**ABOUT THIS EXERCISE**:
Work out how many lines in the entries below contain the string "BREM". Reply with that figure alone.

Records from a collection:

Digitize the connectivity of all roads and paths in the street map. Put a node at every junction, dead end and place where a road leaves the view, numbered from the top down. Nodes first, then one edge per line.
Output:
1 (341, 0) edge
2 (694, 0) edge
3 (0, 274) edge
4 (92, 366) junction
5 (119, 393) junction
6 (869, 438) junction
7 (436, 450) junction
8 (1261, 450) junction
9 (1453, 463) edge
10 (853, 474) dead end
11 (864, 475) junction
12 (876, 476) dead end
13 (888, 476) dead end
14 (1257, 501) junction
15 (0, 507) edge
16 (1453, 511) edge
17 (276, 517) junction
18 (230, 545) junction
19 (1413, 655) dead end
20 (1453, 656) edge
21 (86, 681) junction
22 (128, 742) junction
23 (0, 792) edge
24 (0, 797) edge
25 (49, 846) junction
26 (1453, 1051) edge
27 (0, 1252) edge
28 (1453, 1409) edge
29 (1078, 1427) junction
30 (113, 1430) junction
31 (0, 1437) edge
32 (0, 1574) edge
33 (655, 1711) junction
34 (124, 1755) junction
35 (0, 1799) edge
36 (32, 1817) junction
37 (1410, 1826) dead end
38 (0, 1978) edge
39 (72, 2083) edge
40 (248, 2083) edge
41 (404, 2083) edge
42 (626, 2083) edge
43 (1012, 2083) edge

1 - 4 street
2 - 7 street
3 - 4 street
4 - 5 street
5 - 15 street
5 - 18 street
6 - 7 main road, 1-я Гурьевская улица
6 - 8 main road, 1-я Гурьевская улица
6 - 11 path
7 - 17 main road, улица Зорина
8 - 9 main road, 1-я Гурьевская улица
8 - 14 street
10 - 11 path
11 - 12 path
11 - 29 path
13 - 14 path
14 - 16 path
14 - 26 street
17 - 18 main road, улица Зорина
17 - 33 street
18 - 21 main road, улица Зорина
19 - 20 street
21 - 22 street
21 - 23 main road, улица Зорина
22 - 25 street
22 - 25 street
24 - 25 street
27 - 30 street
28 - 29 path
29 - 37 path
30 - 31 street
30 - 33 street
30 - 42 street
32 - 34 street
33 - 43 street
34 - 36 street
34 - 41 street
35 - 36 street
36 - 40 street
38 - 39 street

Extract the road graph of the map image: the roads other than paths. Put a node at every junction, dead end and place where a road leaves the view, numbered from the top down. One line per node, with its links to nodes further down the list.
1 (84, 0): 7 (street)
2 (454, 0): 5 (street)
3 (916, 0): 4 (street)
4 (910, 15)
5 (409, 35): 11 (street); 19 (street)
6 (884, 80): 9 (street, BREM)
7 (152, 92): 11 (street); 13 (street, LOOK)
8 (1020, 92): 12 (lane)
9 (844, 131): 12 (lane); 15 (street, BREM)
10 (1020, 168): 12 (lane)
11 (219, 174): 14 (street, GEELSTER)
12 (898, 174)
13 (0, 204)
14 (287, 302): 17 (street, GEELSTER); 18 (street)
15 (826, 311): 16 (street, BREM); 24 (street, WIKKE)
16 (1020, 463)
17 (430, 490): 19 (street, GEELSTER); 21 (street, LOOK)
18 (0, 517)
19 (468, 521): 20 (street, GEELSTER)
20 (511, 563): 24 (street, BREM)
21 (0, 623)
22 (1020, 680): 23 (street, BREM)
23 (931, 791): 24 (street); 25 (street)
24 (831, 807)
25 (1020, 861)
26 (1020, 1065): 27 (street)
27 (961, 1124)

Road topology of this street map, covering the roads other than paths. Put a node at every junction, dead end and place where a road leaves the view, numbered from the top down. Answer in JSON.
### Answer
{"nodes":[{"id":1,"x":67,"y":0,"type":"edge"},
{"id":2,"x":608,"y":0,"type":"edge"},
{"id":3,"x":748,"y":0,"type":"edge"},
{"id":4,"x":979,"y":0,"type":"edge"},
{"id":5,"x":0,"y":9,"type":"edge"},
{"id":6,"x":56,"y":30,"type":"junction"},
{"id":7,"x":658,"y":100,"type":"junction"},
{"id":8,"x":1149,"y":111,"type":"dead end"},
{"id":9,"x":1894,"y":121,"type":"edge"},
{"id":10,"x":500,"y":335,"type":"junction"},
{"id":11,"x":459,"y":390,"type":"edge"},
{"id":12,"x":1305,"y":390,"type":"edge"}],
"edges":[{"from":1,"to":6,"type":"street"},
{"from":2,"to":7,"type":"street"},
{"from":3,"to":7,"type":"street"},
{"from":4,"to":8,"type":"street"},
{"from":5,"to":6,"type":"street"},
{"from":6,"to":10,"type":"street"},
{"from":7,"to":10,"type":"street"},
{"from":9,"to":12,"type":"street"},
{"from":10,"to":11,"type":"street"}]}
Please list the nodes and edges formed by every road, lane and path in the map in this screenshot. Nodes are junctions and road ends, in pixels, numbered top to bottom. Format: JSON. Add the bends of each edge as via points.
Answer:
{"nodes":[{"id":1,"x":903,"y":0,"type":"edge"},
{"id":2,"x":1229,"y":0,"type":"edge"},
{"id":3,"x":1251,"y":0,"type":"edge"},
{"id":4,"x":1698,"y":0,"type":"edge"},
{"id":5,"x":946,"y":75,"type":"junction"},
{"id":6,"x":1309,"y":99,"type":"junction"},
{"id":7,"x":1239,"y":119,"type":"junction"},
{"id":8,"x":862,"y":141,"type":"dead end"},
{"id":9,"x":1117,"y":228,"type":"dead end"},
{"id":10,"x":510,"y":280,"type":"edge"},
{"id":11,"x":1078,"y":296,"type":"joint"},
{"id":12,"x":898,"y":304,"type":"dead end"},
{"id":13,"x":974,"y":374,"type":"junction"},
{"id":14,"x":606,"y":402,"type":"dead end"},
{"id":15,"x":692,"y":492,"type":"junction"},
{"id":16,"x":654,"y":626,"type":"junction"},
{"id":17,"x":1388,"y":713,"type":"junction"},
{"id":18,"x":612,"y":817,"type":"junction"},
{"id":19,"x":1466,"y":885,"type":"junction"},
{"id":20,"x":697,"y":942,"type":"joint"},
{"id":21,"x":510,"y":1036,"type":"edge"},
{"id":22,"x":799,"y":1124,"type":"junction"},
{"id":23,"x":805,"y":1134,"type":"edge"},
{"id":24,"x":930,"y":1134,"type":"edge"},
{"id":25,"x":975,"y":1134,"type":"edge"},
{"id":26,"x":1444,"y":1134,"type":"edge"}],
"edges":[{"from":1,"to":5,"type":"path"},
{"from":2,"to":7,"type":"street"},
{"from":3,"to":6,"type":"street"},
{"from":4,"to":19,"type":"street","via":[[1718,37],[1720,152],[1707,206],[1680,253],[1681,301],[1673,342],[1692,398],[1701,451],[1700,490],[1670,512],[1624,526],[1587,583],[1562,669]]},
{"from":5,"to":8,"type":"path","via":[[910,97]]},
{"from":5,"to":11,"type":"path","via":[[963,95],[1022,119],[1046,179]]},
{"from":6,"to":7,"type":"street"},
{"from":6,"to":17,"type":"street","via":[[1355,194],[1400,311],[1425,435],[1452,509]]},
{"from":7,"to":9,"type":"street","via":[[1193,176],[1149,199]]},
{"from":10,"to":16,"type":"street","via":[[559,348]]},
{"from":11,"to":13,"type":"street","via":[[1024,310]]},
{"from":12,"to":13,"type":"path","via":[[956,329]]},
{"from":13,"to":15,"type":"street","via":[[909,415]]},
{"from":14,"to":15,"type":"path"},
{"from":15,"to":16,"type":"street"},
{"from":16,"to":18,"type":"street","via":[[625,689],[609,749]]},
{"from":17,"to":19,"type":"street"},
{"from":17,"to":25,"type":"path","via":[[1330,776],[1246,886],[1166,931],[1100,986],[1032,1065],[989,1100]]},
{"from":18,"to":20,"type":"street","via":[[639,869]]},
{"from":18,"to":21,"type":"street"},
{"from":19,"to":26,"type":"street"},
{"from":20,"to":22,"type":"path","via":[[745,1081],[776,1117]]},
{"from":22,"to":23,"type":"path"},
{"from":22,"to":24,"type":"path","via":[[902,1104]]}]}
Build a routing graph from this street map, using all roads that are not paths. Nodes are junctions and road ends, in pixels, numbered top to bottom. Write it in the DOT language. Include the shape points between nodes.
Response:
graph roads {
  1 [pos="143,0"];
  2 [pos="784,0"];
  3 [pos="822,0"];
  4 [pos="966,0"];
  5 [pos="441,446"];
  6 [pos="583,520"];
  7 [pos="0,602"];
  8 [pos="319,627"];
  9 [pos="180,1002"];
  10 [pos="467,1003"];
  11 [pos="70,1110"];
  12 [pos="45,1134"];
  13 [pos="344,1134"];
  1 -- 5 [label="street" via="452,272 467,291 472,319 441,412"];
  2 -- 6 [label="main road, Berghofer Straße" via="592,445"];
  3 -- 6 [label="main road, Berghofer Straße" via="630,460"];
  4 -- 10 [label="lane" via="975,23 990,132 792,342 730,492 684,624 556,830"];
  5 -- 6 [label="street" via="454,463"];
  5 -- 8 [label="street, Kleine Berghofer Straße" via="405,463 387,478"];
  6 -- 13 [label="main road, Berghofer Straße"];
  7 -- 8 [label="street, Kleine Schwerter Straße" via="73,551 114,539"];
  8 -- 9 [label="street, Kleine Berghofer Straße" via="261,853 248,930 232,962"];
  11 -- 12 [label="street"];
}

**ANSWER SECTION**:
5